Aim of the task: Pick every line from the data that holds the word "order".

Data:
• • • • • • •

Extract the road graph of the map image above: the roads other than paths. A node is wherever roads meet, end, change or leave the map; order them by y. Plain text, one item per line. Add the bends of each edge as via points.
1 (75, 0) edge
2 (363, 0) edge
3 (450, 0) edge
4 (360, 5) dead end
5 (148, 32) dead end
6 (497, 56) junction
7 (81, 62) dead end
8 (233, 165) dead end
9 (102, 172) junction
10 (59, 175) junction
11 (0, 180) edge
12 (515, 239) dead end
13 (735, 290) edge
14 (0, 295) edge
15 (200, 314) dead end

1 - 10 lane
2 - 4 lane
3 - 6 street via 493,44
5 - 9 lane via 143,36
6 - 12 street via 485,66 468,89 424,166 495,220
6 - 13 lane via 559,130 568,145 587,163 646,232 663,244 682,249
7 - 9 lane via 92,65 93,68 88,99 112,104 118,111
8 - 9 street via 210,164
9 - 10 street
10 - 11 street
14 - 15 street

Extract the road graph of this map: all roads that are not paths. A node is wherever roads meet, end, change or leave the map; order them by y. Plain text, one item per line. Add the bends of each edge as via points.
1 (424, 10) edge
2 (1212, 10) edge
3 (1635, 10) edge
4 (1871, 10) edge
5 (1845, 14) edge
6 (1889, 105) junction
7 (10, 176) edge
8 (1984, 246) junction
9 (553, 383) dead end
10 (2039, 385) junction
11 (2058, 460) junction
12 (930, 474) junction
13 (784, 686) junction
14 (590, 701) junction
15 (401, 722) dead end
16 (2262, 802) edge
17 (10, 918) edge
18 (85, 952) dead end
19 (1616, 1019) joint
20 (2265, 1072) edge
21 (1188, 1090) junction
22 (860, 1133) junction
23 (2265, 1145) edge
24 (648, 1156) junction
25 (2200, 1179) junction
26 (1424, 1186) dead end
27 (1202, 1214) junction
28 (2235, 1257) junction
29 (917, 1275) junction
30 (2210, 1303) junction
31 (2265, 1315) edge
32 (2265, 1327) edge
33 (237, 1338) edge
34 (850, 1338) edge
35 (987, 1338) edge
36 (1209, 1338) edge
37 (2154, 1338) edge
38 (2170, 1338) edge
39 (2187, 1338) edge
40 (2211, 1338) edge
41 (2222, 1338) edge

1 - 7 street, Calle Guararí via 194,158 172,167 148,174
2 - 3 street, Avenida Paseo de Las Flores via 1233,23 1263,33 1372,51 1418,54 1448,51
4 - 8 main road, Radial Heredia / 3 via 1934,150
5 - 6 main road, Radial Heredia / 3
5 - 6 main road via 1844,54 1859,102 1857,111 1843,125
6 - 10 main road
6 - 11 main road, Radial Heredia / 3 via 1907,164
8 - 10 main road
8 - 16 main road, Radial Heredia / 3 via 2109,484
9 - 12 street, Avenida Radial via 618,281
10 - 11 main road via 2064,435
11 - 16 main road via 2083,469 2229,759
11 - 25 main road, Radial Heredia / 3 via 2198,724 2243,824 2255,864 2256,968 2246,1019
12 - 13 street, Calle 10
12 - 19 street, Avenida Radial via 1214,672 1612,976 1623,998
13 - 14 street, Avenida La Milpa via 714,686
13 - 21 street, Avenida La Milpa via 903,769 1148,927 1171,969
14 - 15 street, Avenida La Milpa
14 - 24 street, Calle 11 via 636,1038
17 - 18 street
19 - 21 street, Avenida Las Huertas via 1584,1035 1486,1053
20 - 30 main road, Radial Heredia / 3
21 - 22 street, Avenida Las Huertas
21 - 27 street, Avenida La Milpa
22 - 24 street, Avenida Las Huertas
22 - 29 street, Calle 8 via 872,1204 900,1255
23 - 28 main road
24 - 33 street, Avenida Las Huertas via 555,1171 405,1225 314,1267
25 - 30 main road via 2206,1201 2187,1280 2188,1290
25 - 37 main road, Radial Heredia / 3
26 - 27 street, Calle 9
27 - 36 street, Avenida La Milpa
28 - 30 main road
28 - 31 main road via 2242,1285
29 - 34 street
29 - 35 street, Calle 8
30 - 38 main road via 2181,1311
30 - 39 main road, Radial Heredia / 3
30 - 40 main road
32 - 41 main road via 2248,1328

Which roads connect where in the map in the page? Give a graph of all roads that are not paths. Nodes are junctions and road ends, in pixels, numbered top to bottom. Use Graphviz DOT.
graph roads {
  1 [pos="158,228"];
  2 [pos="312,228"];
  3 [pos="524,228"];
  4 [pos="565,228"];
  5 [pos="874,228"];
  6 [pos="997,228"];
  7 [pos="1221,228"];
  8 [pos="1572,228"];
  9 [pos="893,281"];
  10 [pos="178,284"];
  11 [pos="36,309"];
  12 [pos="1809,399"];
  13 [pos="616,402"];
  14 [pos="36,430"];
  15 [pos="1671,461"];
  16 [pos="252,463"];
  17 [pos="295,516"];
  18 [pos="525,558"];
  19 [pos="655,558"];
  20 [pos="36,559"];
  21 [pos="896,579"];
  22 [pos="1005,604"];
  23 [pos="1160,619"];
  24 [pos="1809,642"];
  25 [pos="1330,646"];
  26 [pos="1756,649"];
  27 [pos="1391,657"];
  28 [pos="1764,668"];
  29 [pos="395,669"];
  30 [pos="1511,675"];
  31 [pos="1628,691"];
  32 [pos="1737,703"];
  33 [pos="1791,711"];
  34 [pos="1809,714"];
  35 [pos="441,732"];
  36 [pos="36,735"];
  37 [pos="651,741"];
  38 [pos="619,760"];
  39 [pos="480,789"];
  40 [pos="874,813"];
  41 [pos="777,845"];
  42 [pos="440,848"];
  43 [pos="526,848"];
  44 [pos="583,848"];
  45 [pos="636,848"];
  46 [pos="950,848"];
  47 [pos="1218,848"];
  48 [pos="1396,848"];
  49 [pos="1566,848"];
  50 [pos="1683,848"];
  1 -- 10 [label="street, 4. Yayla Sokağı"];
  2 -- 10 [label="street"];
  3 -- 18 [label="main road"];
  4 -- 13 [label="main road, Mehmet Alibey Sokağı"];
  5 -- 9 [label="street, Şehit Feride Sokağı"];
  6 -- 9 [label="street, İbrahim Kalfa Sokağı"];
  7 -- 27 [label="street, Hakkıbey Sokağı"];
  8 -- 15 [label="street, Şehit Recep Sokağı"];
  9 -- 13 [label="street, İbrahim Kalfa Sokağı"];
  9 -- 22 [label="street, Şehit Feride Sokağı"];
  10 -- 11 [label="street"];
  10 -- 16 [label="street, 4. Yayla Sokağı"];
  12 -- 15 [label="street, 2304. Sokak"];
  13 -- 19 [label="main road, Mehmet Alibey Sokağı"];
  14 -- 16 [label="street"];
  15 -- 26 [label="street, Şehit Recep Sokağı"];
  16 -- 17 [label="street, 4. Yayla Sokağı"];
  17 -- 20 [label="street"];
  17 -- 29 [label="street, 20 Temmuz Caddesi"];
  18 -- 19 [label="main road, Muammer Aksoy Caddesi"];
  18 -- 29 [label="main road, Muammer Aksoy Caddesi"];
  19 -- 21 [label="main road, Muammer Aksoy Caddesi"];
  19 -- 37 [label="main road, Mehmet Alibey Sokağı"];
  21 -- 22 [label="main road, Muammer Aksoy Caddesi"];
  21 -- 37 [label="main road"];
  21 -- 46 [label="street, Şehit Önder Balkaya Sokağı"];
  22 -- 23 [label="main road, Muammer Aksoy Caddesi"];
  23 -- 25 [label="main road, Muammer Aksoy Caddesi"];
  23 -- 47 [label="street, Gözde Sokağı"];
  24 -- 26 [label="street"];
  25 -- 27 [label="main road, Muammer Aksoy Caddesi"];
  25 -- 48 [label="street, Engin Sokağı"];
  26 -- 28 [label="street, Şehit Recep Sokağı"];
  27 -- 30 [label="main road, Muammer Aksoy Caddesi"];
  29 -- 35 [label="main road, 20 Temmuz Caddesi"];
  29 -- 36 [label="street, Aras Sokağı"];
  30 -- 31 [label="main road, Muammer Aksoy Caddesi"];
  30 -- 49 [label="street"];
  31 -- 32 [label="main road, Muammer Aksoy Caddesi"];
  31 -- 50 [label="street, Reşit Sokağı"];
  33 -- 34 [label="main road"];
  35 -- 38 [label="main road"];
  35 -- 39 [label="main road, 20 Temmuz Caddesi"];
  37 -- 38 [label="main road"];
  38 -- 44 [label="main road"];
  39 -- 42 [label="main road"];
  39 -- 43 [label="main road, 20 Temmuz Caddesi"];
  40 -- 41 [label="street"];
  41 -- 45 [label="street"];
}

• • • • • • •

Solution to this exercise:
Extract the road graph of the map image above: the roads other than paths. A node is wherever roads meet, end, change or leave the map; order them by y. Plain text, one item per line. Add the bends of each edge as via points.
Extract the road graph of this map: all roads that are not paths. A node is wherever roads meet, end, change or leave the map; order them by y. Plain text, one item per line. Add the bends of each edge as via points.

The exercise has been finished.